If a line of the records contains the word "鉄北幹線通", list it.

Collected data

::::

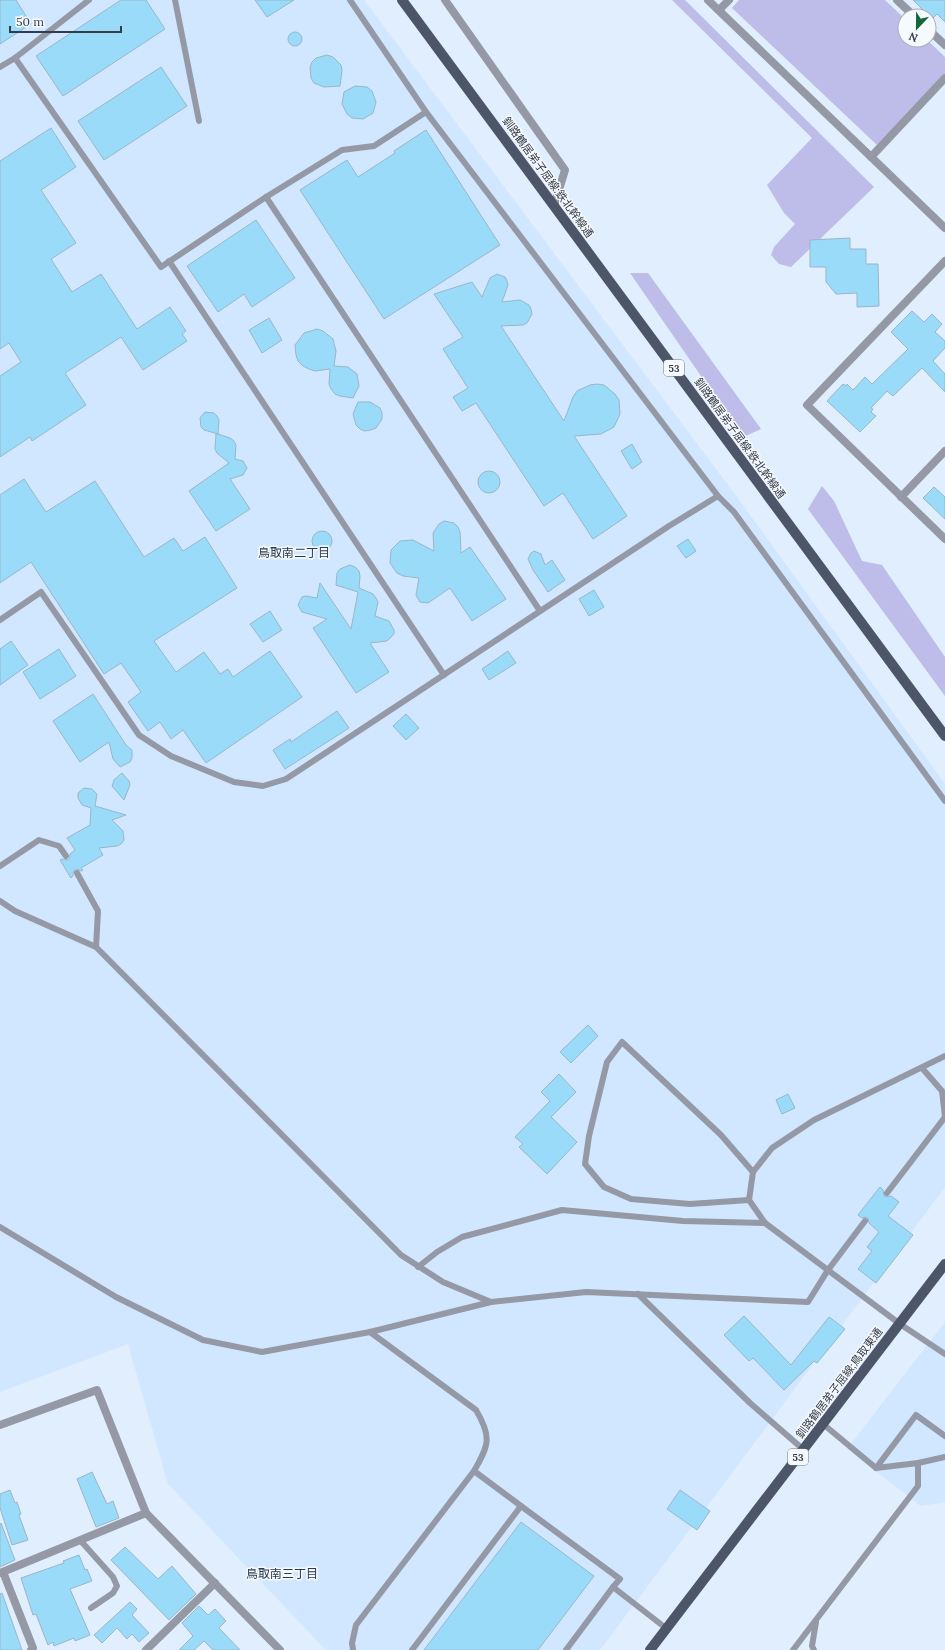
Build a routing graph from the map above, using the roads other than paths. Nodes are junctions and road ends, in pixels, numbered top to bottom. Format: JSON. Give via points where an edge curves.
{"nodes":[{"id":1,"x":89,"y":0,"type":"edge"},
{"id":2,"x":175,"y":0,"type":"edge"},
{"id":3,"x":350,"y":0,"type":"edge"},
{"id":4,"x":402,"y":0,"type":"edge"},
{"id":5,"x":445,"y":0,"type":"edge"},
{"id":6,"x":708,"y":0,"type":"edge"},
{"id":7,"x":729,"y":0,"type":"edge"},
{"id":8,"x":897,"y":0,"type":"edge"},
{"id":9,"x":906,"y":8,"type":"edge"},
{"id":10,"x":719,"y":10,"type":"junction"},
{"id":11,"x":937,"y":38,"type":"edge"},
{"id":12,"x":945,"y":45,"type":"edge"},
{"id":13,"x":15,"y":58,"type":"junction"},
{"id":14,"x":0,"y":67,"type":"edge"},
{"id":15,"x":945,"y":78,"type":"edge"},
{"id":16,"x":426,"y":112,"type":"junction"},
{"id":17,"x":199,"y":121,"type":"dead end"},
{"id":18,"x":871,"y":157,"type":"junction"},
{"id":19,"x":266,"y":197,"type":"junction"},
{"id":20,"x":554,"y":206,"type":"junction"},
{"id":21,"x":945,"y":228,"type":"edge"},
{"id":22,"x":169,"y":261,"type":"junction"},
{"id":23,"x":945,"y":261,"type":"edge"},
{"id":24,"x":945,"y":451,"type":"edge"},
{"id":25,"x":718,"y":496,"type":"junction"},
{"id":26,"x":901,"y":497,"type":"junction"},
{"id":27,"x":945,"y":539,"type":"edge"},
{"id":28,"x":540,"y":611,"type":"junction"},
{"id":29,"x":0,"y":620,"type":"edge"},
{"id":30,"x":444,"y":675,"type":"junction"},
{"id":31,"x":945,"y":736,"type":"edge"},
{"id":32,"x":945,"y":801,"type":"edge"},
{"id":33,"x":66,"y":856,"type":"dead end"},
{"id":34,"x":0,"y":866,"type":"edge"},
{"id":35,"x":77,"y":874,"type":"dead end"},
{"id":36,"x":0,"y":901,"type":"edge"},
{"id":37,"x":96,"y":947,"type":"junction"},
{"id":38,"x":945,"y":1056,"type":"edge"},
{"id":39,"x":922,"y":1068,"type":"junction"},
{"id":40,"x":945,"y":1117,"type":"edge"},
{"id":41,"x":753,"y":1172,"type":"junction"},
{"id":42,"x":887,"y":1193,"type":"dead end"},
{"id":43,"x":749,"y":1200,"type":"junction"},
{"id":44,"x":865,"y":1221,"type":"dead end"},
{"id":45,"x":765,"y":1223,"type":"junction"},
{"id":46,"x":0,"y":1228,"type":"edge"},
{"id":47,"x":945,"y":1264,"type":"edge"},
{"id":48,"x":418,"y":1266,"type":"junction"},
{"id":49,"x":828,"y":1270,"type":"junction"},
{"id":50,"x":638,"y":1294,"type":"junction"},
{"id":51,"x":491,"y":1302,"type":"junction"},
{"id":52,"x":900,"y":1324,"type":"junction"},
{"id":53,"x":370,"y":1332,"type":"junction"},
{"id":54,"x":945,"y":1354,"type":"edge"},
{"id":55,"x":823,"y":1424,"type":"junction"},
{"id":56,"x":0,"y":1425,"type":"edge"},
{"id":57,"x":945,"y":1436,"type":"edge"},
{"id":58,"x":804,"y":1450,"type":"junction"},
{"id":59,"x":945,"y":1457,"type":"edge"},
{"id":60,"x":918,"y":1463,"type":"junction"},
{"id":61,"x":876,"y":1468,"type":"junction"},
{"id":62,"x":474,"y":1471,"type":"junction"},
{"id":63,"x":521,"y":1506,"type":"junction"},
{"id":64,"x":146,"y":1513,"type":"junction"},
{"id":65,"x":80,"y":1540,"type":"junction"},
{"id":66,"x":2,"y":1572,"type":"edge"},
{"id":67,"x":214,"y":1583,"type":"junction"},
{"id":68,"x":613,"y":1587,"type":"junction"},
{"id":69,"x":91,"y":1608,"type":"dead end"},
{"id":70,"x":816,"y":1620,"type":"junction"},
{"id":71,"x":667,"y":1629,"type":"junction"},
{"id":72,"x":32,"y":1650,"type":"edge"},
{"id":73,"x":146,"y":1650,"type":"edge"},
{"id":74,"x":280,"y":1650,"type":"edge"},
{"id":75,"x":353,"y":1650,"type":"edge"},
{"id":76,"x":412,"y":1650,"type":"edge"},
{"id":77,"x":566,"y":1650,"type":"edge"},
{"id":78,"x":650,"y":1650,"type":"edge"},
{"id":79,"x":793,"y":1650,"type":"edge"},
{"id":80,"x":814,"y":1650,"type":"edge"}],
"edges":[{"from":1,"to":13,"type":"lane"},
{"from":2,"to":17,"type":"lane"},
{"from":3,"to":16,"type":"lane"},
{"from":4,"to":20,"type":"main road","name":"釧路鶴居弟子屈線:鉄北幹線通","number":"53"},
{"from":5,"to":20,"type":"street","via":[[565,170]]},
{"from":6,"to":10,"type":"street"},
{"from":7,"to":10,"type":"street"},
{"from":8,"to":9,"type":"street"},
{"from":10,"to":18,"type":"street"},
{"from":11,"to":12,"type":"street"},
{"from":13,"to":14,"type":"lane"},
{"from":13,"to":22,"type":"lane","via":[[161,267]]},
{"from":15,"to":18,"type":"street"},
{"from":16,"to":19,"type":"lane","via":[[374,146],[342,150]]},
{"from":16,"to":25,"type":"lane"},
{"from":18,"to":21,"type":"street"},
{"from":19,"to":22,"type":"lane"},
{"from":19,"to":28,"type":"lane"},
{"from":20,"to":31,"type":"main road","name":"釧路鶴居弟子屈線:鉄北幹線通","number":"53"},
{"from":22,"to":30,"type":"lane"},
{"from":23,"to":26,"type":"street","via":[[808,405]]},
{"from":24,"to":26,"type":"street"},
{"from":25,"to":28,"type":"lane"},
{"from":25,"to":32,"type":"lane","via":[[734,512]]},
{"from":26,"to":27,"type":"street"},
{"from":28,"to":30,"type":"lane"},
{"from":29,"to":30,"type":"lane","via":[[41,592],[139,735],[170,756],[234,782],[263,786],[286,779]]},
{"from":33,"to":34,"type":"lane","via":[[59,846],[39,840]]},
{"from":35,"to":37,"type":"lane","via":[[98,911]]},
{"from":36,"to":37,"type":"lane","via":[[15,911]]},
{"from":37,"to":48,"type":"lane","via":[[401,1255]]},
{"from":38,"to":39,"type":"lane"},
{"from":39,"to":40,"type":"lane","via":[[942,1091]]},
{"from":39,"to":41,"type":"lane","via":[[814,1120],[772,1148]]},
{"from":40,"to":42,"type":"lane"},
{"from":41,"to":43,"type":"lane"},
{"from":41,"to":43,"type":"lane","via":[[721,1135],[622,1042],[607,1062],[589,1136],[586,1164],[604,1187],[631,1199],[690,1204]]},
{"from":43,"to":45,"type":"lane"},
{"from":44,"to":49,"type":"lane"},
{"from":45,"to":48,"type":"lane","via":[[684,1221],[562,1210],[462,1237]]},
{"from":45,"to":49,"type":"lane"},
{"from":46,"to":53,"type":"lane","via":[[116,1297],[203,1340],[262,1352]]},
{"from":47,"to":52,"type":"main road","name":"釧路鶴居弟子屈線;鳥取東通","number":"53"},
{"from":48,"to":51,"type":"lane","via":[[443,1282]]},
{"from":49,"to":50,"type":"lane","via":[[808,1302]]},
{"from":49,"to":52,"type":"lane"},
{"from":50,"to":51,"type":"lane","via":[[586,1292]]},
{"from":50,"to":58,"type":"lane","via":[[750,1403]]},
{"from":51,"to":53,"type":"lane"},
{"from":52,"to":54,"type":"lane"},
{"from":52,"to":55,"type":"main road","name":"釧路鶴居弟子屈線;鳥取東通","number":"53"},
{"from":53,"to":62,"type":"lane","via":[[476,1410],[488,1436],[484,1453]]},
{"from":55,"to":58,"type":"main road","name":"釧路鶴居弟子屈線;鳥取東通","number":"53"},
{"from":55,"to":61,"type":"lane"},
{"from":56,"to":64,"type":"street","via":[[97,1390]]},
{"from":57,"to":61,"type":"lane","via":[[916,1415]]},
{"from":58,"to":71,"type":"main road","name":"釧路鶴居弟子屈線;鳥取東通","number":"53"},
{"from":59,"to":60,"type":"lane"},
{"from":60,"to":61,"type":"lane"},
{"from":60,"to":70,"type":"lane","via":[[918,1486]]},
{"from":62,"to":63,"type":"lane"},
{"from":62,"to":75,"type":"lane","via":[[356,1625]]},
{"from":63,"to":68,"type":"lane","via":[[620,1579]]},
{"from":63,"to":76,"type":"lane"},
{"from":64,"to":65,"type":"street"},
{"from":64,"to":67,"type":"street"},
{"from":65,"to":66,"type":"street"},
{"from":65,"to":69,"type":"lane","via":[[113,1577],[117,1586],[113,1593]]},
{"from":66,"to":72,"type":"street"},
{"from":67,"to":73,"type":"street"},
{"from":67,"to":74,"type":"street"},
{"from":68,"to":71,"type":"lane"},
{"from":68,"to":77,"type":"lane"},
{"from":70,"to":79,"type":"lane"},
{"from":70,"to":80,"type":"lane","via":[[812,1646]]},
{"from":71,"to":78,"type":"main road","name":"釧路鶴居弟子屈線;鳥取東通","number":"53"}]}
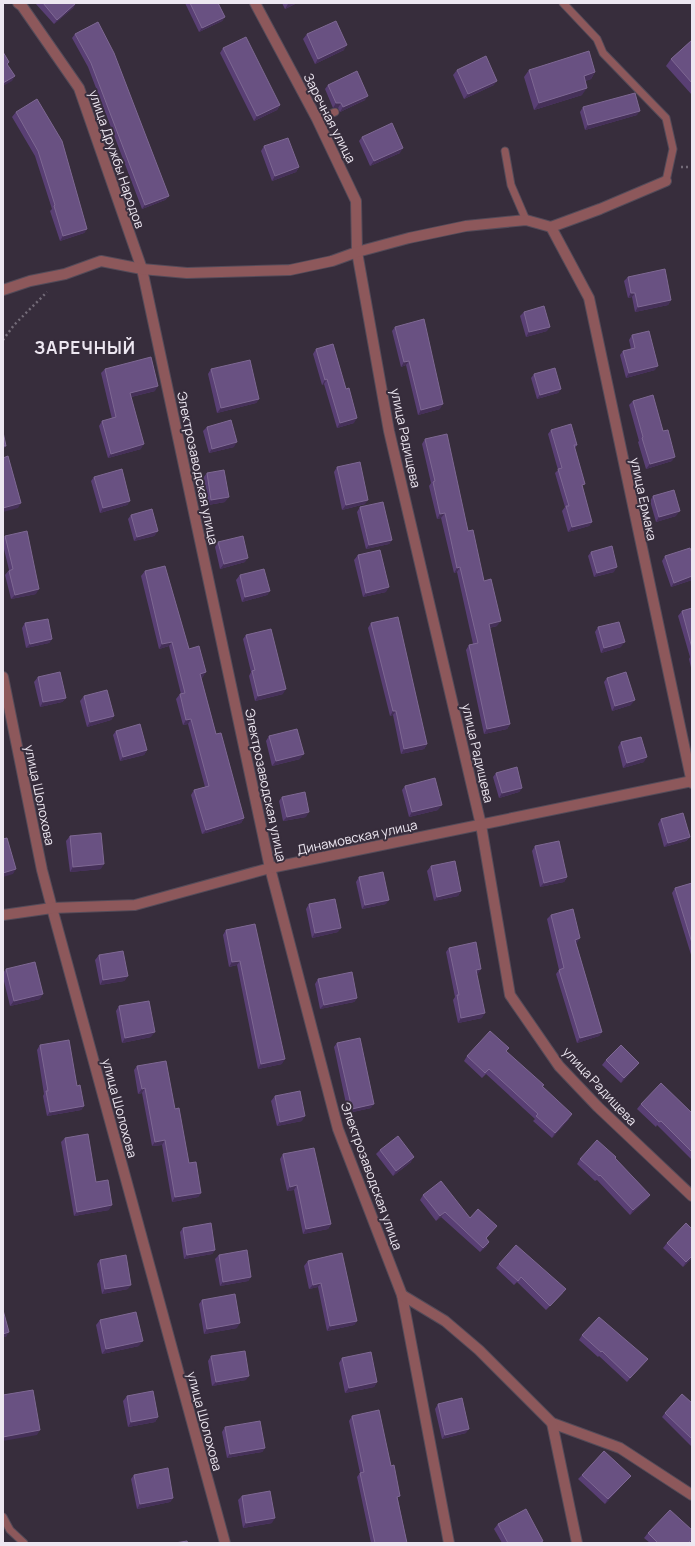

::::

ANSWER AREA.
{"from":4,"to":20,"type":"main road","name":"釧路鶴居弟子屈線:鉄北幹線通","number":"53"},
{"from":20,"to":31,"type":"main road","name":"釧路鶴居弟子屈線:鉄北幹線通","number":"53"},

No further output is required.